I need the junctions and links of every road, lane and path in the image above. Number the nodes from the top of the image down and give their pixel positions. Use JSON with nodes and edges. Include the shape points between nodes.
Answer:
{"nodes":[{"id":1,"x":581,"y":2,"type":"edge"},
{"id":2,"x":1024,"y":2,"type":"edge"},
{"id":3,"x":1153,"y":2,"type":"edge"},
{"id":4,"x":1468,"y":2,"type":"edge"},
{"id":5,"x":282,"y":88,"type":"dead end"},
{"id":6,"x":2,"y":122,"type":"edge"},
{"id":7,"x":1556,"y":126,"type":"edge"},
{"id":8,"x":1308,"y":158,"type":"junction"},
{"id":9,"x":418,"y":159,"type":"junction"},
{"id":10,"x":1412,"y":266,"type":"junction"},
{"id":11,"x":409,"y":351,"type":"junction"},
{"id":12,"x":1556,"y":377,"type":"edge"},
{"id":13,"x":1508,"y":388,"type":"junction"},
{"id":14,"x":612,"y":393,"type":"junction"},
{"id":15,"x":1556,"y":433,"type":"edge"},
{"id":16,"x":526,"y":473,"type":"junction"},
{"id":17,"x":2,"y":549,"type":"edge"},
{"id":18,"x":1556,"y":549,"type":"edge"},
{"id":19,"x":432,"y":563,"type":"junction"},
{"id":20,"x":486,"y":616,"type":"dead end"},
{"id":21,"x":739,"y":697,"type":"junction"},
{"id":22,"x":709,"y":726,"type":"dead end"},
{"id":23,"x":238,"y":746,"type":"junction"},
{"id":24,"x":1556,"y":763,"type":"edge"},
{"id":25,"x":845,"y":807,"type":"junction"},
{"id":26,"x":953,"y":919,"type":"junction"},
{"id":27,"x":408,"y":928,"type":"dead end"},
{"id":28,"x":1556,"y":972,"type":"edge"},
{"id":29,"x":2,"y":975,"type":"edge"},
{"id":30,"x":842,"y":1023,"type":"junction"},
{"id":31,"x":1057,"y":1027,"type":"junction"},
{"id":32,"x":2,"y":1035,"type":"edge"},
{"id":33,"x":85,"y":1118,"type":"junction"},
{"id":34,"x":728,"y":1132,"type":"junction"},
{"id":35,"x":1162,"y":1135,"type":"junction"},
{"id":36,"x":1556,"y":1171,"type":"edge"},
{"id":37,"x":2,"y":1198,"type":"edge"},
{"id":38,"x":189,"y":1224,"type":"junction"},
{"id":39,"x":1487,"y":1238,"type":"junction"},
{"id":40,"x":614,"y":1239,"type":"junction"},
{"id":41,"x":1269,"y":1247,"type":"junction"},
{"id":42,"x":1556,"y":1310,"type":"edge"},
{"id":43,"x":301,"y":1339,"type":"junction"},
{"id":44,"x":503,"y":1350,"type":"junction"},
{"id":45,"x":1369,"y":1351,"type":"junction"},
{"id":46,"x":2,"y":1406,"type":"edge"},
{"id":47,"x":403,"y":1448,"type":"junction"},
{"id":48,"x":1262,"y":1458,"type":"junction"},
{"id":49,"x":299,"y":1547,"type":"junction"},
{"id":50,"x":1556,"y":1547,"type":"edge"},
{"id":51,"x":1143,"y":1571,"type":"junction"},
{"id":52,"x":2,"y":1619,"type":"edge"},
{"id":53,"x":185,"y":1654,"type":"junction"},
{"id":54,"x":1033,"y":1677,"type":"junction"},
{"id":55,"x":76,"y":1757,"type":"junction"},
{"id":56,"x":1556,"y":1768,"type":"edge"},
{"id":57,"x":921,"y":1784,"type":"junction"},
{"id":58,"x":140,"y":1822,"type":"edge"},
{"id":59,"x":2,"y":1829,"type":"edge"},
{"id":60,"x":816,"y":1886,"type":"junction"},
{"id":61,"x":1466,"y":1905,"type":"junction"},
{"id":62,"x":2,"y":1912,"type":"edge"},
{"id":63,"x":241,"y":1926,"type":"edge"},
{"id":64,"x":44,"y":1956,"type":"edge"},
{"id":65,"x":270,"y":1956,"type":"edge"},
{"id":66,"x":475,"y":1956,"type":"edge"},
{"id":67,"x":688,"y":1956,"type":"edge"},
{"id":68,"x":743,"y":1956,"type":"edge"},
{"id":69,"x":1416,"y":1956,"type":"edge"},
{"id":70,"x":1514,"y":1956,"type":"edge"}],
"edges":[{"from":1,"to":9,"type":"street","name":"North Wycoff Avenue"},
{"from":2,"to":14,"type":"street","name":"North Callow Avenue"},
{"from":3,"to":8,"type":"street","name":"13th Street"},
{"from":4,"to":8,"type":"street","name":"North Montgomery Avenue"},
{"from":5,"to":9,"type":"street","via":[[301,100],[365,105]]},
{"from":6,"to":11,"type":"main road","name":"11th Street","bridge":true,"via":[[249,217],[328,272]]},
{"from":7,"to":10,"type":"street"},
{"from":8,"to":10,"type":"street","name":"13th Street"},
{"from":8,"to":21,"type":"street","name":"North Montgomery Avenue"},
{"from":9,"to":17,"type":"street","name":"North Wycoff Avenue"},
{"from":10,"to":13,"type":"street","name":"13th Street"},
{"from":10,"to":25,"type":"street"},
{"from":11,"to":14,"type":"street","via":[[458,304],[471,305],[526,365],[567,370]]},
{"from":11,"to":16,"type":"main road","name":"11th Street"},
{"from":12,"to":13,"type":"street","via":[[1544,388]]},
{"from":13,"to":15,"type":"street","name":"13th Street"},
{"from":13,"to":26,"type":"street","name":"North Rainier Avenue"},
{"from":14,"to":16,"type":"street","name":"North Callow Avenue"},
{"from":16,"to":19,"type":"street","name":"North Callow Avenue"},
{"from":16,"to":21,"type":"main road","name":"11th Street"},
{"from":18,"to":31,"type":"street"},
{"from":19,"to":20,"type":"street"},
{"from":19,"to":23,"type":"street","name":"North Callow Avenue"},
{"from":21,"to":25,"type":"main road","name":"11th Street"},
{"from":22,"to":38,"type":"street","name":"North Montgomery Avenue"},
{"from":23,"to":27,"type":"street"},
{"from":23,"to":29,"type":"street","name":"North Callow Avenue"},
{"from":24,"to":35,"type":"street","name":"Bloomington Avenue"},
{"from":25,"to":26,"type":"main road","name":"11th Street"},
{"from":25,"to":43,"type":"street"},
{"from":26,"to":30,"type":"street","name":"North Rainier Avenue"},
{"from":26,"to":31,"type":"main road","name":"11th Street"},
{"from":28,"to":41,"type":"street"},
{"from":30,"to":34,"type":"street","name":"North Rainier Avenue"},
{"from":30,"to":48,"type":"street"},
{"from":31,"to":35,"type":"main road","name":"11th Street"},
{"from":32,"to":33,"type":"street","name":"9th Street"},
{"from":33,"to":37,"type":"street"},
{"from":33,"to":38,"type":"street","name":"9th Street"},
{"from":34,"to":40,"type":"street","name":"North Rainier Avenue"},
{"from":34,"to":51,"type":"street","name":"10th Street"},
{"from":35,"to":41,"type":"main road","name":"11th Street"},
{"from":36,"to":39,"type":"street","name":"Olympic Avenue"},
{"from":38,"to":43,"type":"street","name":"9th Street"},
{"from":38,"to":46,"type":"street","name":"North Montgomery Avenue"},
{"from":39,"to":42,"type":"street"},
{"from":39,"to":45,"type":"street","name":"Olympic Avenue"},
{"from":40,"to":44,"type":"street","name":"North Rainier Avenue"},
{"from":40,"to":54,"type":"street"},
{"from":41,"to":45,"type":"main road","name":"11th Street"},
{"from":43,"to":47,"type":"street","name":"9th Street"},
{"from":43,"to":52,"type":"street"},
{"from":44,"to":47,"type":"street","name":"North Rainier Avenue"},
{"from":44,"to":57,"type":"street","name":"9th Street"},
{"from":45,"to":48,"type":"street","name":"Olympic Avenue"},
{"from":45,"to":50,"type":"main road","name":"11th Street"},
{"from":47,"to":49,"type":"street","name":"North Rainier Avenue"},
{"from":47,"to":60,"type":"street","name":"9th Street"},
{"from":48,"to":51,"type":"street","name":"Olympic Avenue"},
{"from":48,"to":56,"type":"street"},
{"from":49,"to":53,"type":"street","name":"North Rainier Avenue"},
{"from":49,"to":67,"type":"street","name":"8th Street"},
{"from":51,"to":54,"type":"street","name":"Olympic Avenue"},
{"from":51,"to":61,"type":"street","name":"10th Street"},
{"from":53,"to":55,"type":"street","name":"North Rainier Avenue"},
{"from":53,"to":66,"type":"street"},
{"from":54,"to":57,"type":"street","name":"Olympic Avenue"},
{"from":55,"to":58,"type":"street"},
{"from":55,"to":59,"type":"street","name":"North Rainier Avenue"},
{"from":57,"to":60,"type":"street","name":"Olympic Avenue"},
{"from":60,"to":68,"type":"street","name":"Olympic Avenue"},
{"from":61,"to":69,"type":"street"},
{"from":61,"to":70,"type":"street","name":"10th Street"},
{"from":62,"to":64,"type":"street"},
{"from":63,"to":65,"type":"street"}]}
══════════
**ACTIVITY**. From the records given above, copy all lines containing "edges".

**FINISHED EXERCISE**.
I need the junctions and links of every road, lane and path in the image above. Number the nodes from the top of the image down and give their pixel positions. Use JSON with nodes and edges. Include the shape points between nodes.
"edges":[{"from":1,"to":9,"type":"street","name":"North Wycoff Avenue"},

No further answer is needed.